There are times when we have to repeat ourselves. Not because no one is listening, but rather because we’re faced with similar situations that require the same responses. As an educator, this happens often. For example:
- The “Oxford comma” is required unless you’re a journalist or British; this is the comma that appears before the conjunction (e.g., and) in a list of items. For more information about the Oxford comma, see: https://www.grammarly.com/blog/what-is-the-oxford-comma-and-why-do-people-care-so-much-about-it/
- Thanks for contacting me! The final project is due May 7, 11:59 p.m. EST. The requirements are noted in the classroom, under the Final Project icon in Unit 9. Please review the requirements, rubric, and sample and then email me if you have any questions about what is required. Late submissions are not accepted.
- APA citation format requires the title of the periodical to be italicized in the full-citation. The title of the periodical should appear after the title of the article. Also noted after the periodical title is the volume number and the issue number.
I suspect educators and parents can relate to this situation where the exact same text needs to be conveyed multiple times (often, to the same individual). I can envision a Human Resources representative needing to often cite policy in email responses (e.g., “As noted in the Employee Guide, dress code does not permit open-toe shoes, including sandals, flip-flops, peep-toes, or worn out Converse shoes. It was brought to my attention that you have violated dress code, which resulted in this written warning.”) Other professionals in the fields of medicine, law, business, and IT may often need to reproduce the same text in emails/letters, reports, contracts, or websites/software.

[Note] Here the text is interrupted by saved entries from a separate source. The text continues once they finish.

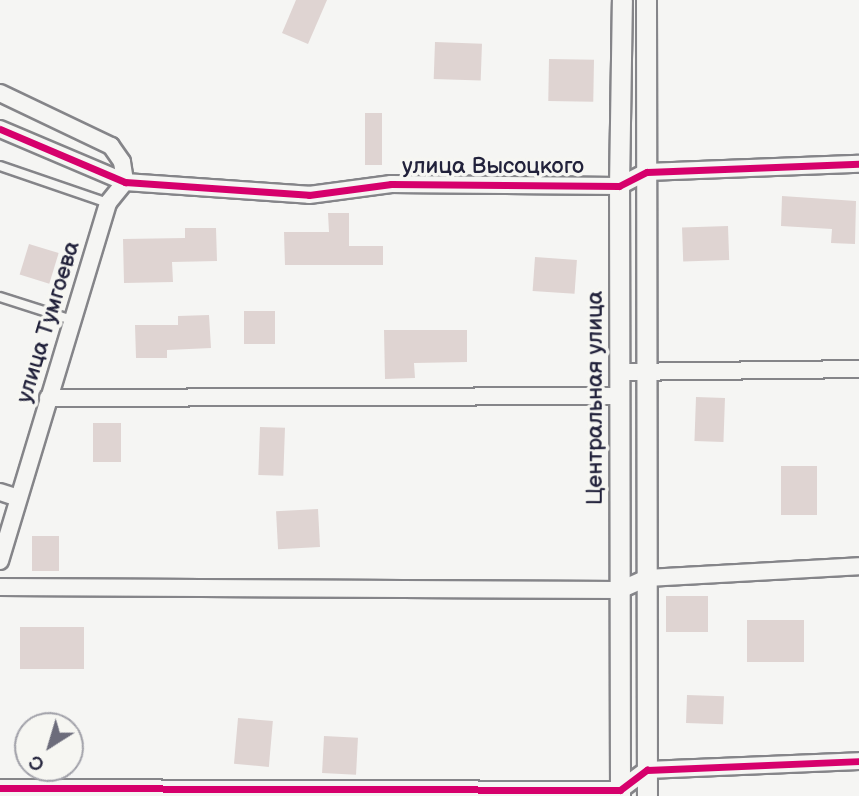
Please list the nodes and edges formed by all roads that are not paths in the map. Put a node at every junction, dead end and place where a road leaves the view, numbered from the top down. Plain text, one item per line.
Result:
1 (622, 0) edge
2 (646, 0) edge
3 (0, 93) edge
4 (0, 129) edge
5 (859, 164) edge
6 (0, 166) edge
7 (647, 172) junction
8 (125, 182) junction
9 (619, 186) junction
10 (108, 203) junction
11 (0, 298) edge
12 (72, 320) junction
13 (859, 369) edge
14 (647, 372) junction
15 (619, 373) junction
16 (620, 396) junction
17 (48, 398) junction
18 (0, 492) edge
19 (18, 498) junction
20 (0, 561) edge
21 (859, 566) edge
22 (647, 579) junction
23 (0, 587) edge
24 (620, 590) junction
25 (859, 761) edge
26 (647, 770) junction
27 (0, 788) edge
28 (620, 793) edge
29 (647, 796) edge

1 - 9 street, Центральная улица
2 - 7 street
3 - 8 street
4 - 8 street, улица Высоцкого
5 - 7 street, улица Высоцкого
6 - 10 lane
7 - 9 street, улица Высоцкого
7 - 14 street
8 - 9 street, улица Высоцкого
8 - 10 street, улица Тумгоева
9 - 15 street, Центральная улица
10 - 12 street, улица Тумгоева
11 - 12 lane
12 - 17 street, улица Тумгоева
13 - 14 street
14 - 15 street
14 - 22 street
15 - 16 street, Центральная улица
16 - 17 street
16 - 24 street, Центральная улица
17 - 19 street, улица Тумгоева
18 - 19 street
19 - 20 street, улица Тумгоева
21 - 22 street
22 - 24 street
22 - 26 street
23 - 24 street
24 - 28 street, Центральная улица
25 - 26 street
26 - 28 street
26 - 29 street
27 - 28 street

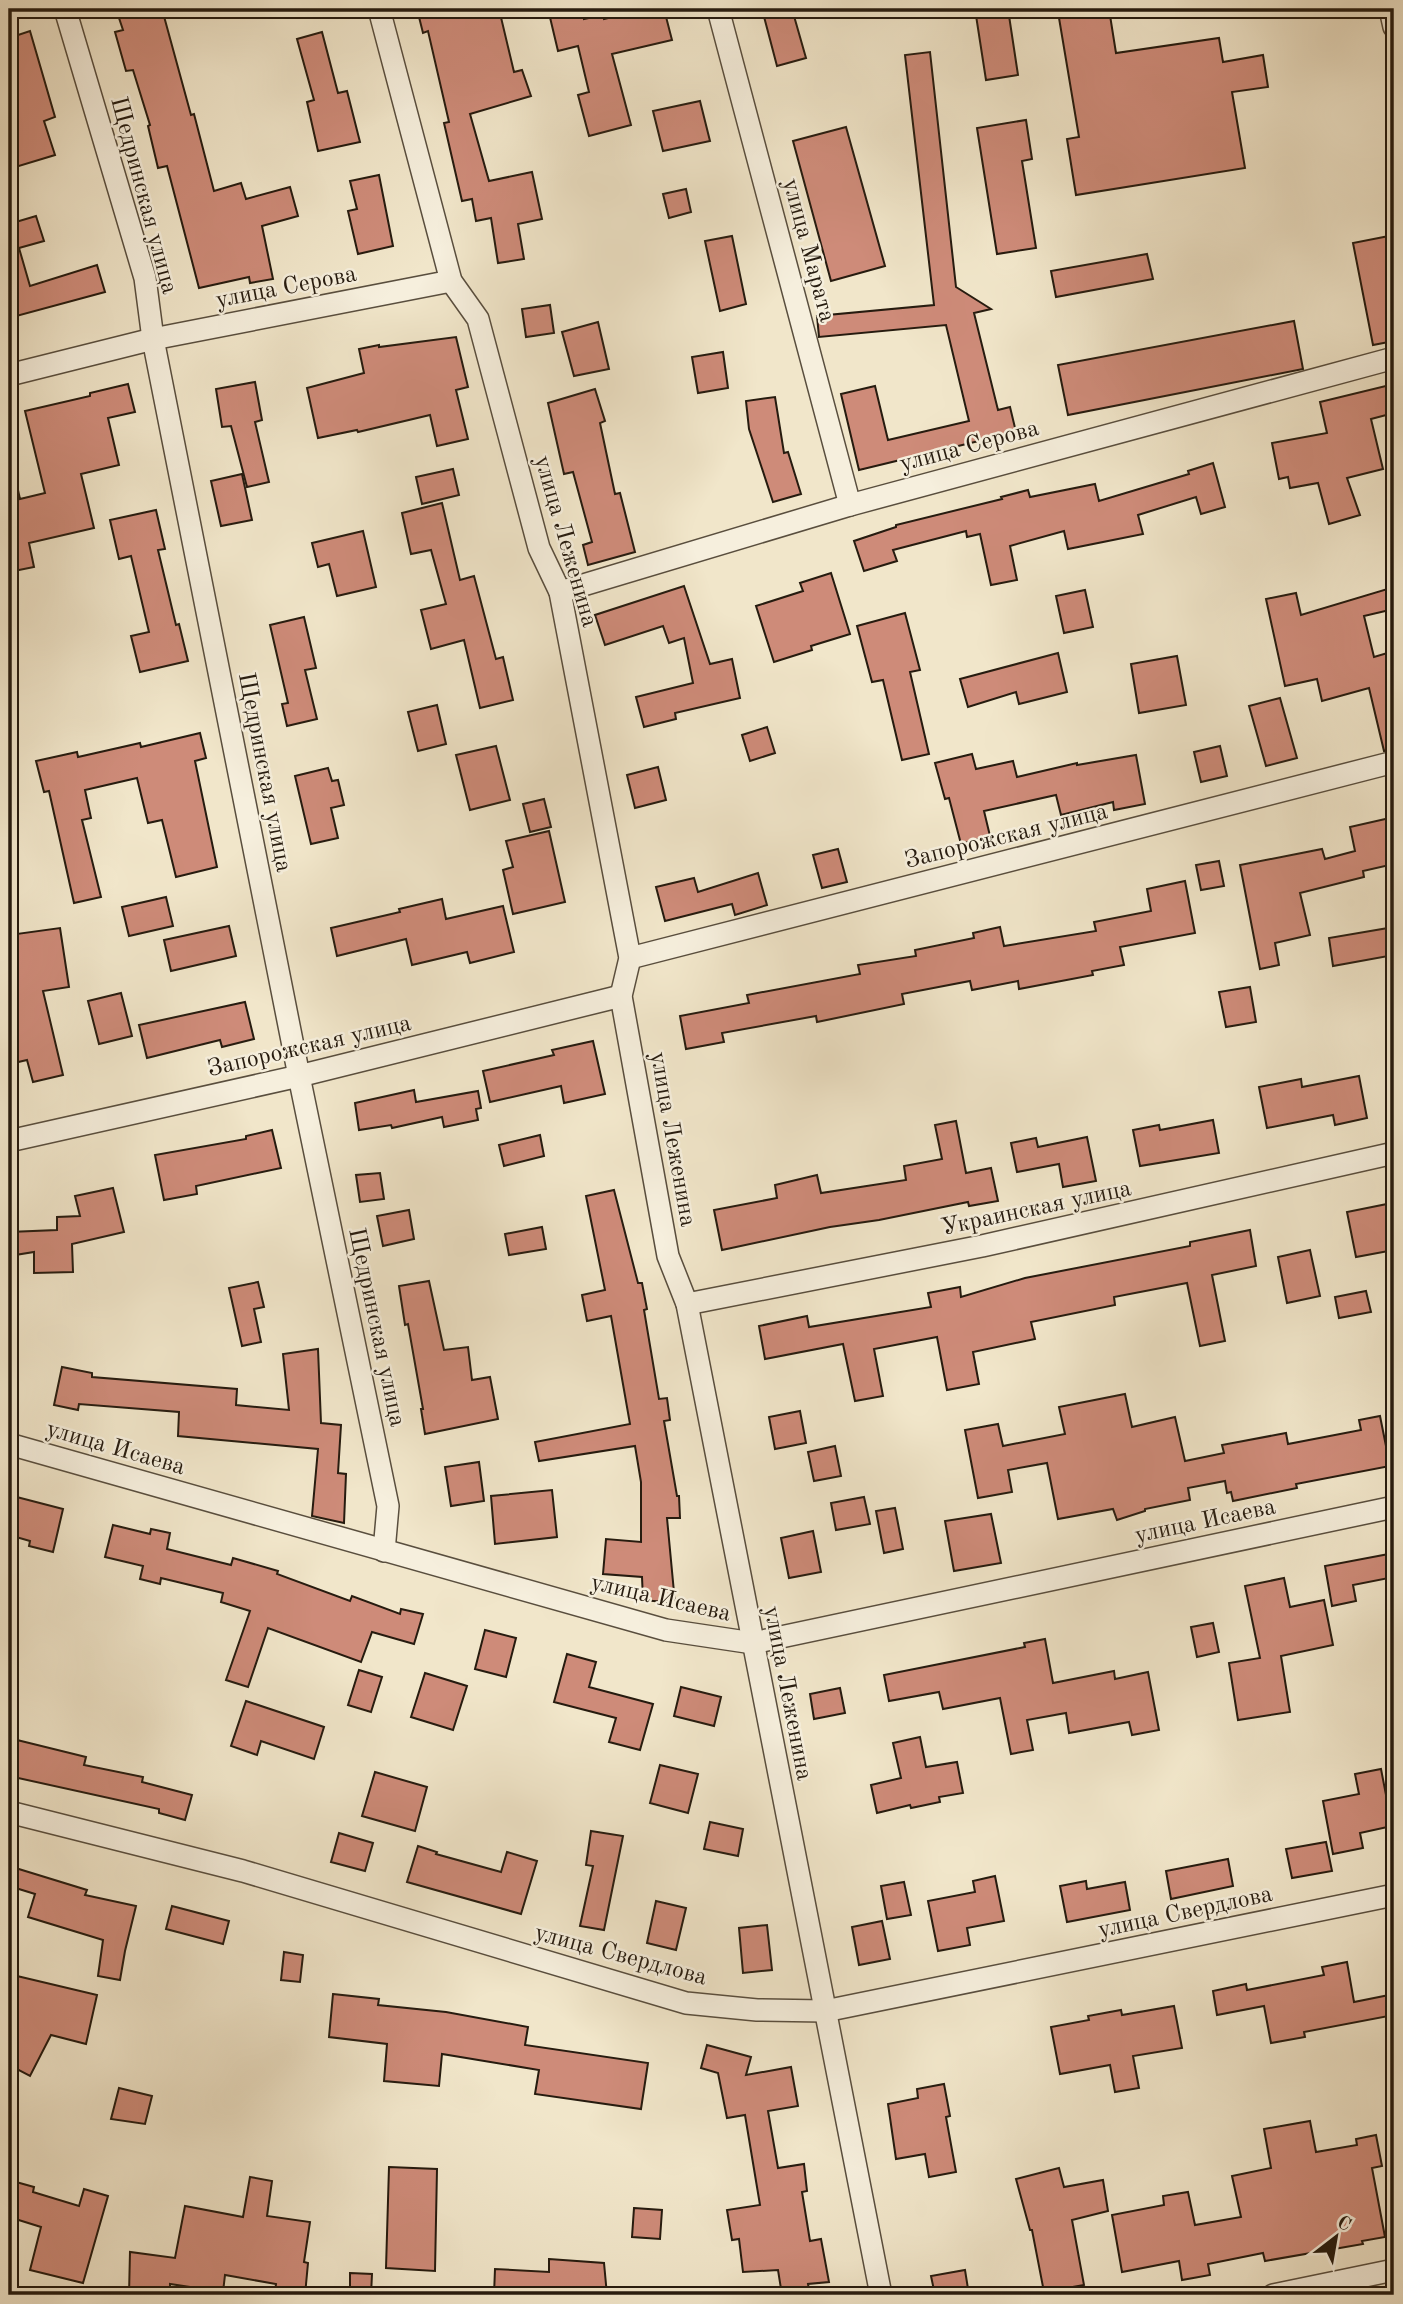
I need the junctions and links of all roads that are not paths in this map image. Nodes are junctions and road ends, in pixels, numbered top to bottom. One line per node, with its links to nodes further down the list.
1 (65, 9): 7 (street, Щедринская улица)
2 (379, 9): 6 (street, улица Леженина)
3 (718, 9): 10 (street, улица Марата)
4 (1390, 9): 5 (street)
5 (1394, 27)
6 (451, 281): 7 (street, улица Серова); 11 (street, улица Леженина)
7 (153, 339): 9 (street, улица Серова); 15 (street, Щедринская улица)
8 (1394, 358): 10 (street, улица Серова)
9 (9, 375)
10 (850, 505): 11 (street, улица Серова)
11 (560, 592): 13 (street, улица Леженина)
12 (1394, 762): 13 (street, Запорожская улица)
13 (630, 958): 14 (street, улица Леженина)
14 (621, 996): 15 (street, Запорожская улица); 18 (street, улица Леженина)
15 (299, 1076): 16 (street, Запорожская улица); 21 (street, Щедринская улица)
16 (9, 1140)
17 (1394, 1153): 18 (street, Украинская улица)
18 (687, 1304): 22 (street, улица Леженина)
19 (9, 1444): 21 (street, улица Исаева)
20 (1394, 1507): 22 (street, улица Исаева)
21 (384, 1551): 22 (street, улица Исаева)
22 (752, 1643): 25 (street, улица Леженина)
23 (9, 1812): 25 (street, улица Свердлова)
24 (1394, 1895): 25 (street, улица Свердлова)
25 (825, 2011): 27 (street, улица Леженина)
26 (1394, 2270): 28 (street)
27 (881, 2295)
28 (1273, 2295)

If you have situations where you need to repeat yourself in writing (i.e., typing), then I would recommend investing in PasteItIn or TypeItIn. This software is not free, but it’s affordable. Mac has similar software, TextExpander, but I own PCs and didn’t find the PC version very user friendly. If you’re familiar with macros in Word, then it’s the same concept, but works on all forms of text-driven software (e.g., email, PPT, Internet forms, etc.).
What does this software do? It sets on your desktop as a list of labeled buttons that you create. Clicking a button will insert text that you’ve associated with that button. You can change the coloring of the buttons so each will stand out in a glance. You can also create groups of buttons; for example, all of the grammar buttons are listed together, while all the responses to emails are in another group. The grouping prevents the button list from getting too long or confusing. Unlike macros or TextExpander, this software does not rely on “hot keys” (i.e., pressing a combination of keys to get a response, such as Ctrl+A) or a partial word that triggers a response (i.e., typing oxf would insert the Oxford Comma text). I’m not a big fan of either of these methods because I either need to remember the hot key combination or I may accidentally get the Oxford Comma text when I’m typing Oxford University.
There are drawbacks (with the version I own), but the tool is simple and cheap, so the drawbacks are within reason and may have been addressed with more recent version. You cannot rearrange the buttons once they’re created, though you can copy or move them to different groups. Also, links are not active when inserted into certain situations (e.g., gradebook comments). Another issue with the tool is if you have too many groups, then it gets difficult to scroll down the list of groups in the dropdown box; I have have a scroll wheel on my mouse, which circumvents the difficulty.
I purchased TypeItIn many years ago, and it functions just fine for my needs. Although I like seeing my text typed out character by character, it’s probably a better option to go with PasteItIn (as it takes less time to insert text by pasting the whole text at once).